_PROBLEM STATEMENT_. In the data below, find each line containing the string "list" and return it.

--

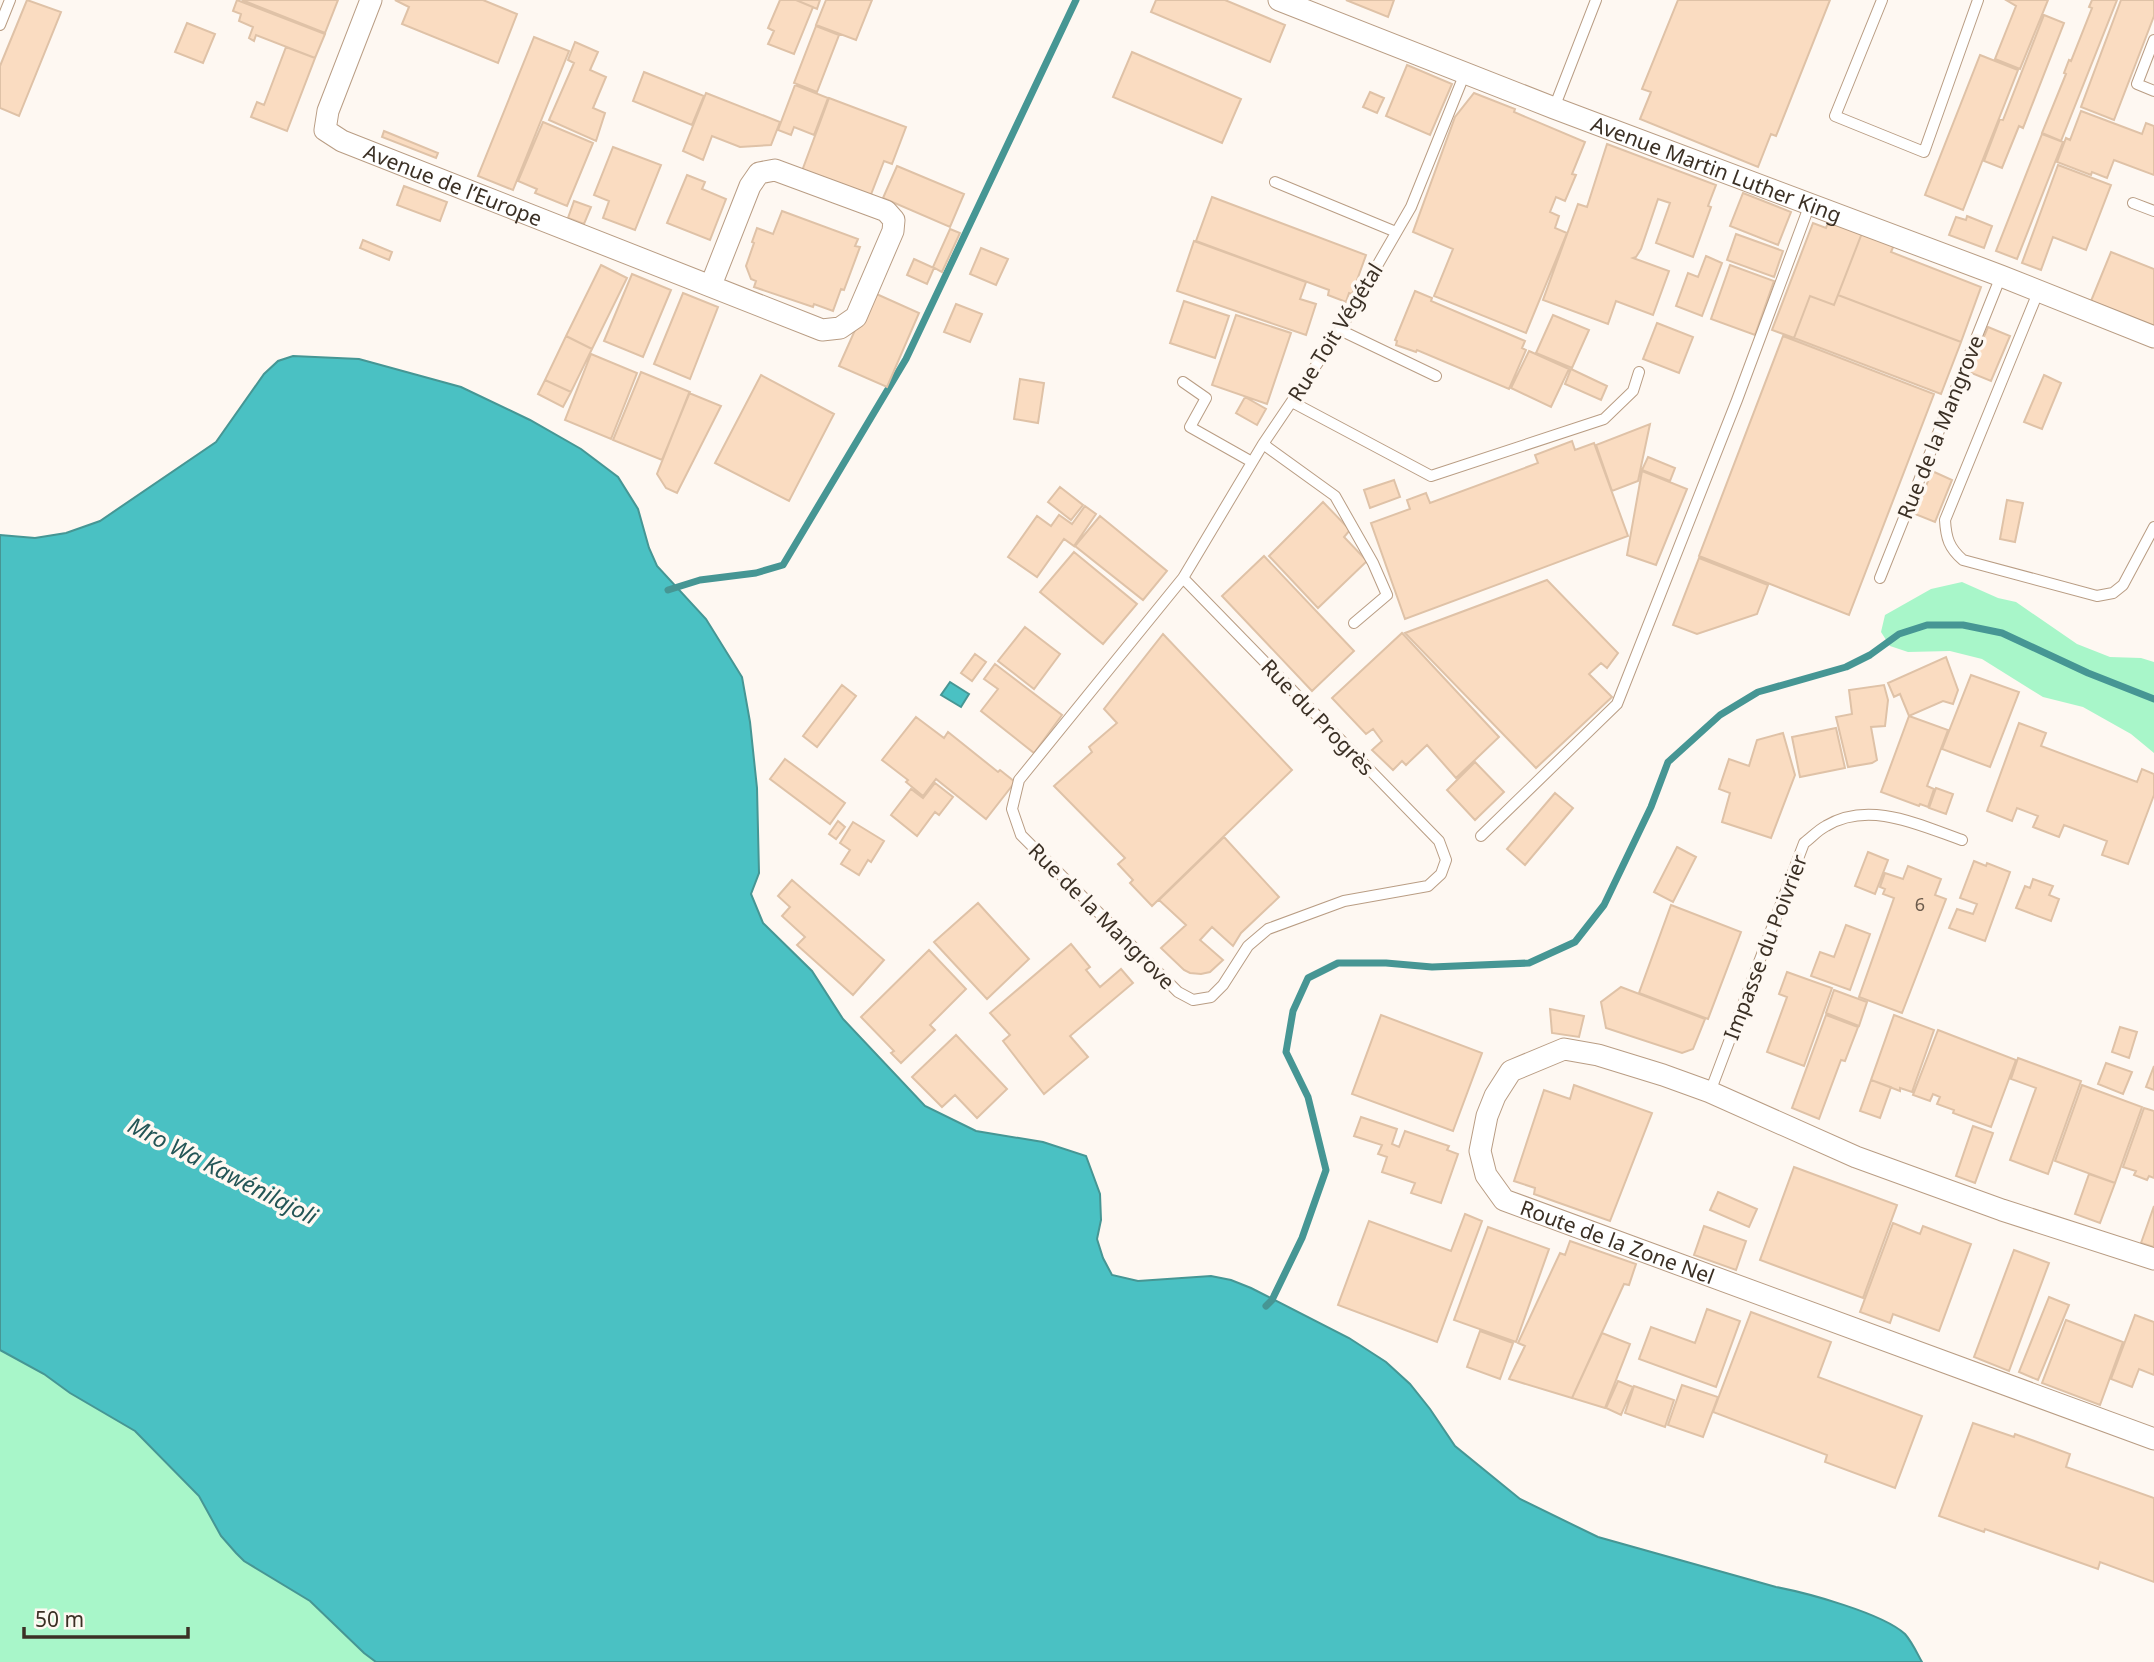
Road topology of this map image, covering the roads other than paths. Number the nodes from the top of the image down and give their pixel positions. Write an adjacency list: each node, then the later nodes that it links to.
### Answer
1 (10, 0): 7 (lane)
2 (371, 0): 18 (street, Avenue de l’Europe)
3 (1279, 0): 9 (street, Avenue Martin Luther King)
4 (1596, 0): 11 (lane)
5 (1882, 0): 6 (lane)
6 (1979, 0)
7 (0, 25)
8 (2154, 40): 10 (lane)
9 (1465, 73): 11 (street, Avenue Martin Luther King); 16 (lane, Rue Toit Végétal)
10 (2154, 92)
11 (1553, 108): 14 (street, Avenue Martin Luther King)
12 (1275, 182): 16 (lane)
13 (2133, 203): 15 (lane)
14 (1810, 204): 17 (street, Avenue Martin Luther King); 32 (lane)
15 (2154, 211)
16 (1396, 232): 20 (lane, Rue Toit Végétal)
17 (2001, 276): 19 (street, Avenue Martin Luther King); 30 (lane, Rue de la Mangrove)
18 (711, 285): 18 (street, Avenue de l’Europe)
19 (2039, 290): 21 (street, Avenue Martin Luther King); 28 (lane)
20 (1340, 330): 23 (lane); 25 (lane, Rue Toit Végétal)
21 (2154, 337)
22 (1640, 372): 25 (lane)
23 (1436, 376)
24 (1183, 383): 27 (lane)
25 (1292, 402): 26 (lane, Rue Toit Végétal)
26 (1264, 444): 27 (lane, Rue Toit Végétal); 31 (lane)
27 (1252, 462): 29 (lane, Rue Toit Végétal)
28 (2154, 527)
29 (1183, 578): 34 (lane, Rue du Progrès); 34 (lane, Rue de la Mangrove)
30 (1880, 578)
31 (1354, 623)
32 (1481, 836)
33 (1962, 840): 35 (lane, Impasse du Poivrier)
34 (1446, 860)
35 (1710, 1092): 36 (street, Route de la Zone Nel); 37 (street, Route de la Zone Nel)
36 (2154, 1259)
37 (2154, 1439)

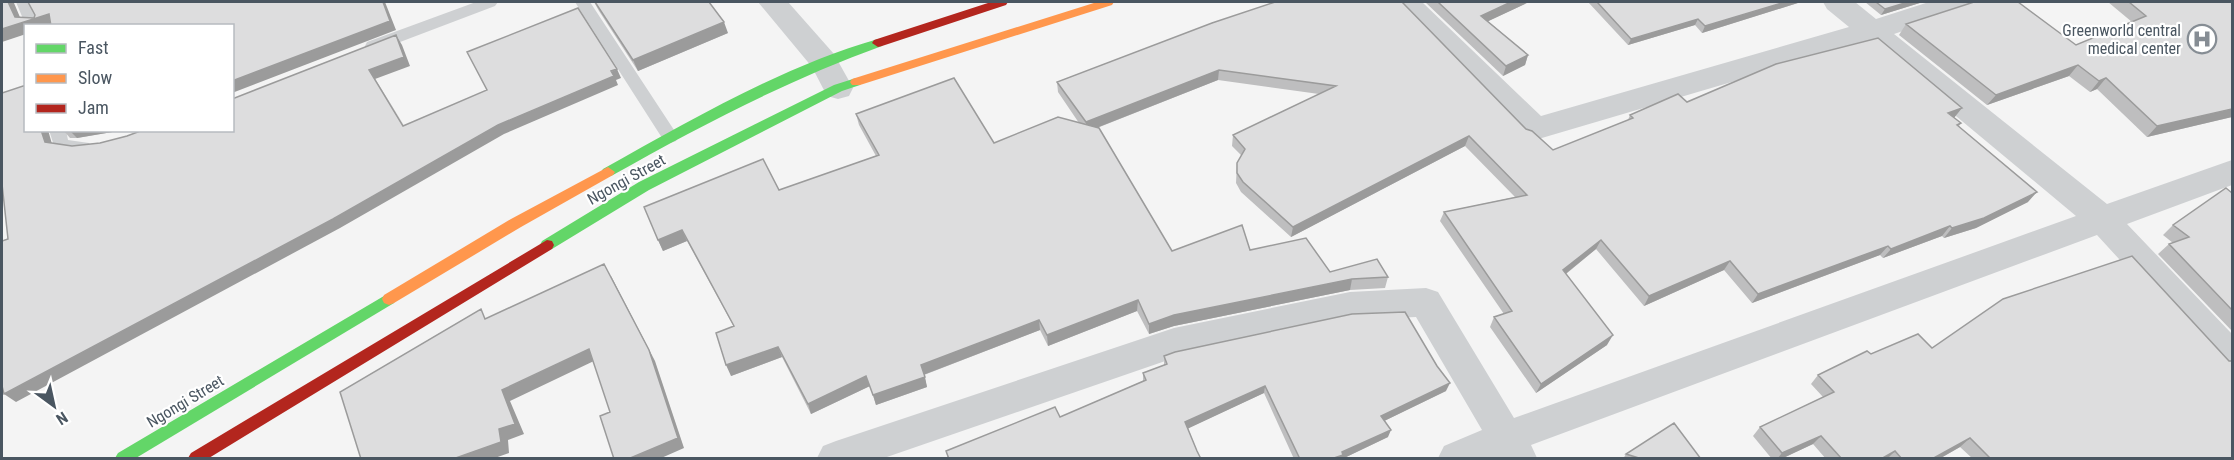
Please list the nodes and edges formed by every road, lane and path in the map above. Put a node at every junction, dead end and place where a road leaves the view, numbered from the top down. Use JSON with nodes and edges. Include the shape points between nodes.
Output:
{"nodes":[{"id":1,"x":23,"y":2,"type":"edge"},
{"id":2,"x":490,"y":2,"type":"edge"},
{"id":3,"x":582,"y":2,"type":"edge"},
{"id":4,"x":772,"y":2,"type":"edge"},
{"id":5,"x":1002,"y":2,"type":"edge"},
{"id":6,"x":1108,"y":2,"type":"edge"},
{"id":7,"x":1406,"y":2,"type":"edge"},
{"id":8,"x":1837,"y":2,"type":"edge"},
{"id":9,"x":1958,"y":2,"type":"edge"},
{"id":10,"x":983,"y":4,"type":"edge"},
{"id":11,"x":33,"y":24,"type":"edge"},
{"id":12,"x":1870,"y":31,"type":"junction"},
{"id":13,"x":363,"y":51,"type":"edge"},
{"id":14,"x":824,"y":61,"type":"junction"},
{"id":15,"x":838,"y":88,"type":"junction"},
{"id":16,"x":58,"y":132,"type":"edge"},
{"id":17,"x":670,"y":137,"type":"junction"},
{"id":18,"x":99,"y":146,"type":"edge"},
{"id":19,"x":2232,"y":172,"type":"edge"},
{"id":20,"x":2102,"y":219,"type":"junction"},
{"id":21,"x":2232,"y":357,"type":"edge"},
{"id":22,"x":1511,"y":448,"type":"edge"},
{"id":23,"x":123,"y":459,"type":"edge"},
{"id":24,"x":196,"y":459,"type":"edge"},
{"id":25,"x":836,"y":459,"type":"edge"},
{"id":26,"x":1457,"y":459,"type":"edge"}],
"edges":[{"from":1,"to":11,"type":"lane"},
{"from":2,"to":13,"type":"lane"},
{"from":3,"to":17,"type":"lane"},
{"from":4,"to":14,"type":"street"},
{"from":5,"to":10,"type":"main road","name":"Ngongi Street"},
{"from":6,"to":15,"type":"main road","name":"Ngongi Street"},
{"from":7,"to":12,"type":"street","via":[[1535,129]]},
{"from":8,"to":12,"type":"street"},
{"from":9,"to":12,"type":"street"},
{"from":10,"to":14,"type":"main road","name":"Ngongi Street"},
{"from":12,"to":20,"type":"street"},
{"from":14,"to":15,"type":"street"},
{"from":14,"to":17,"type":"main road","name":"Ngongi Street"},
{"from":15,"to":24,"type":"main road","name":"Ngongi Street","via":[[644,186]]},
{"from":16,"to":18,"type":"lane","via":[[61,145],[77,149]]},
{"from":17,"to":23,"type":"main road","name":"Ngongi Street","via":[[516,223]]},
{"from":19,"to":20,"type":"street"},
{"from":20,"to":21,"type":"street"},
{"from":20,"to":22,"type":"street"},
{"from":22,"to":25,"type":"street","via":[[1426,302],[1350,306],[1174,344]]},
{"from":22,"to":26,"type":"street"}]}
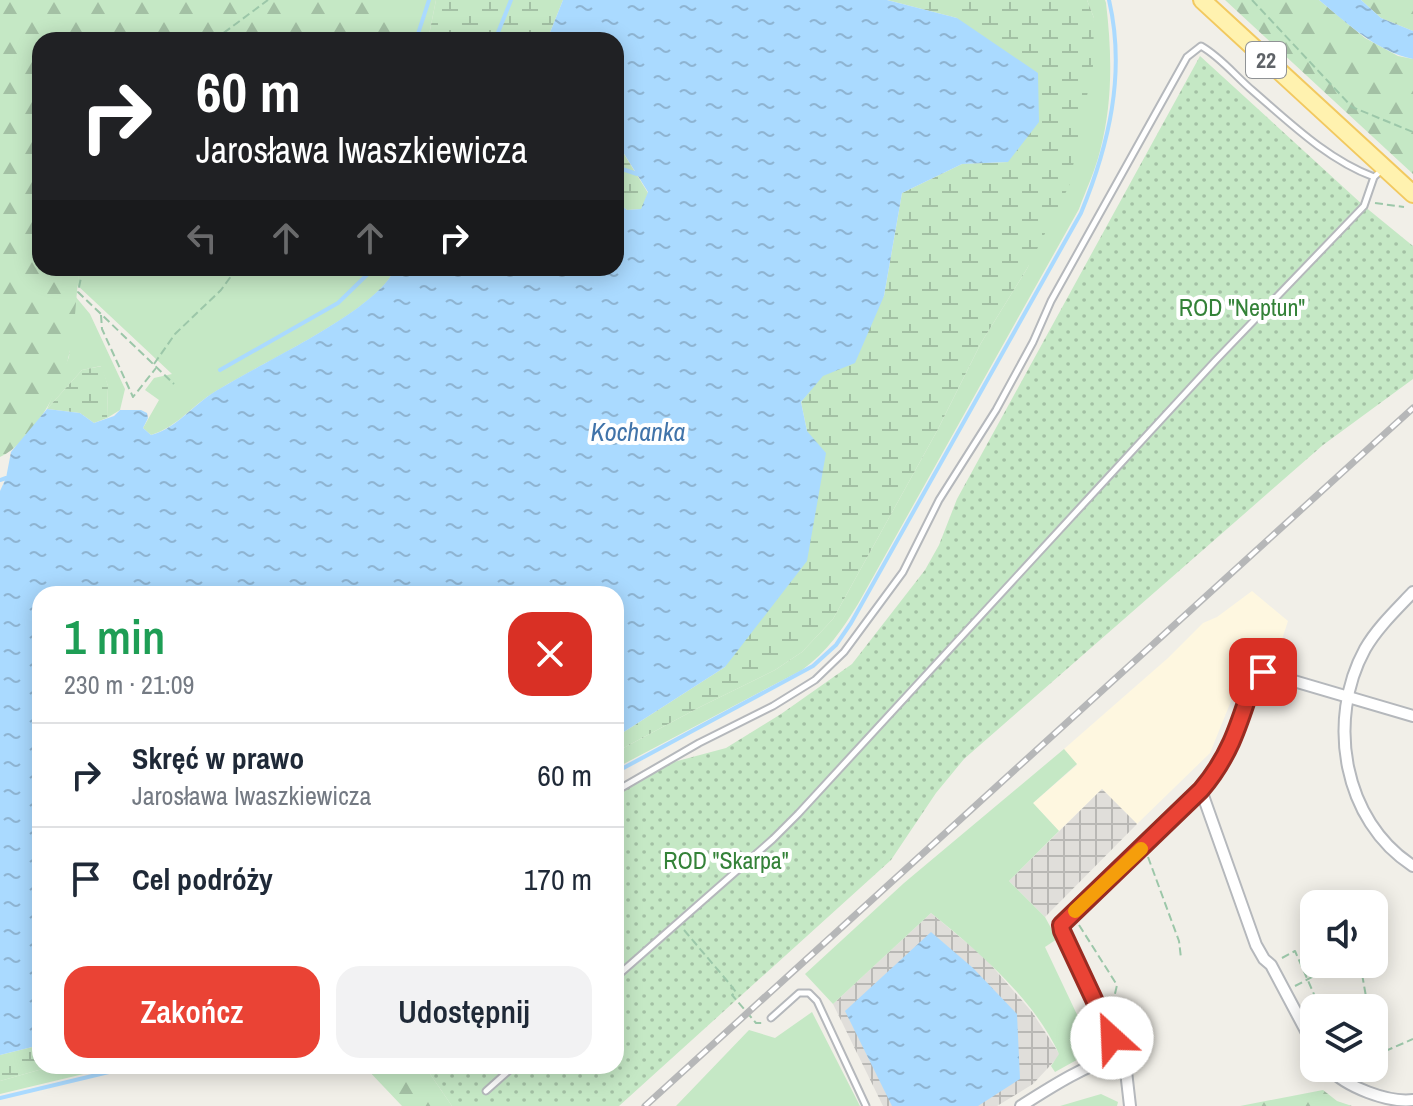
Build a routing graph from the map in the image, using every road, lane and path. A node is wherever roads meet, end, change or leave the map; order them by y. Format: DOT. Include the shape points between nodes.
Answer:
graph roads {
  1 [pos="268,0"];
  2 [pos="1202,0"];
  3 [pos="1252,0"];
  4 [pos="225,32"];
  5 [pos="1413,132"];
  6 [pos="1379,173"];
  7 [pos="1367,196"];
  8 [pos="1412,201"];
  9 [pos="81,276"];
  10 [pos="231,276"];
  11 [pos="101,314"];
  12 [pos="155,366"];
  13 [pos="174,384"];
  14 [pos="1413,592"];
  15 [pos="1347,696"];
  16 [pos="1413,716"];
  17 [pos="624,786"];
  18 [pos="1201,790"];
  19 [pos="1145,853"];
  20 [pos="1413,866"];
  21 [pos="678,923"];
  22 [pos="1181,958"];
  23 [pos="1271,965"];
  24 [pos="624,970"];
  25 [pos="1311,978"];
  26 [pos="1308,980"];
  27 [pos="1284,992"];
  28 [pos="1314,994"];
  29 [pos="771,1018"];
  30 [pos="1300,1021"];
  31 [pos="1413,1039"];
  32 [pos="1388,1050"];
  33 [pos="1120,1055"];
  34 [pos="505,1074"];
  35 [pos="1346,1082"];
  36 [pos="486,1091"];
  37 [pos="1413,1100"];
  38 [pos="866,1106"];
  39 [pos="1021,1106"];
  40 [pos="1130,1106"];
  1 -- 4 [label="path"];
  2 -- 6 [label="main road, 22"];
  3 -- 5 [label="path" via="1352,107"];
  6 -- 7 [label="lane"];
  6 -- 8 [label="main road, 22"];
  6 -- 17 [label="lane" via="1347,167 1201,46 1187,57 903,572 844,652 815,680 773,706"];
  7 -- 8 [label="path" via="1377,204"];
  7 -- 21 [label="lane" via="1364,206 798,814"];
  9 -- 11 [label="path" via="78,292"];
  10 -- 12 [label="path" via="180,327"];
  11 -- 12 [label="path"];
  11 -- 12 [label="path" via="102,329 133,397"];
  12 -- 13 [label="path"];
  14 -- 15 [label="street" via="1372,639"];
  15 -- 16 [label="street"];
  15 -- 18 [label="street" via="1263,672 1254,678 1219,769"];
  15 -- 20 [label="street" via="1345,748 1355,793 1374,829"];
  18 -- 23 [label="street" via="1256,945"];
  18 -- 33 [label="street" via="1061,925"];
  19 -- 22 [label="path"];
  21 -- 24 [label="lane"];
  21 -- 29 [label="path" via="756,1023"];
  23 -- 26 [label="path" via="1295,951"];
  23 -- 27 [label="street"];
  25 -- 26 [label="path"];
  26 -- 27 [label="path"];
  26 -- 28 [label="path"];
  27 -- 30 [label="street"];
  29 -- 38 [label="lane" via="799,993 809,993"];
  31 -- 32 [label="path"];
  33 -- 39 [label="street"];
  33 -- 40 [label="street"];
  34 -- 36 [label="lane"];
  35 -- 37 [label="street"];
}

--

_ANSWER FOR THIS EXERCISE_.
Road topology of this map image, covering the roads other than paths. Number the nodes from the top of the image down and give their pixel positions. Write an adjacency list: each node, then the later nodes that it links to.
Please list the nodes and edges formed by every road, lane and path in the map above. Put a node at every junction, dead end and place where a road leaves the view, numbered from the top down. Use JSON with nodes and edges. Include the shape points between nodes.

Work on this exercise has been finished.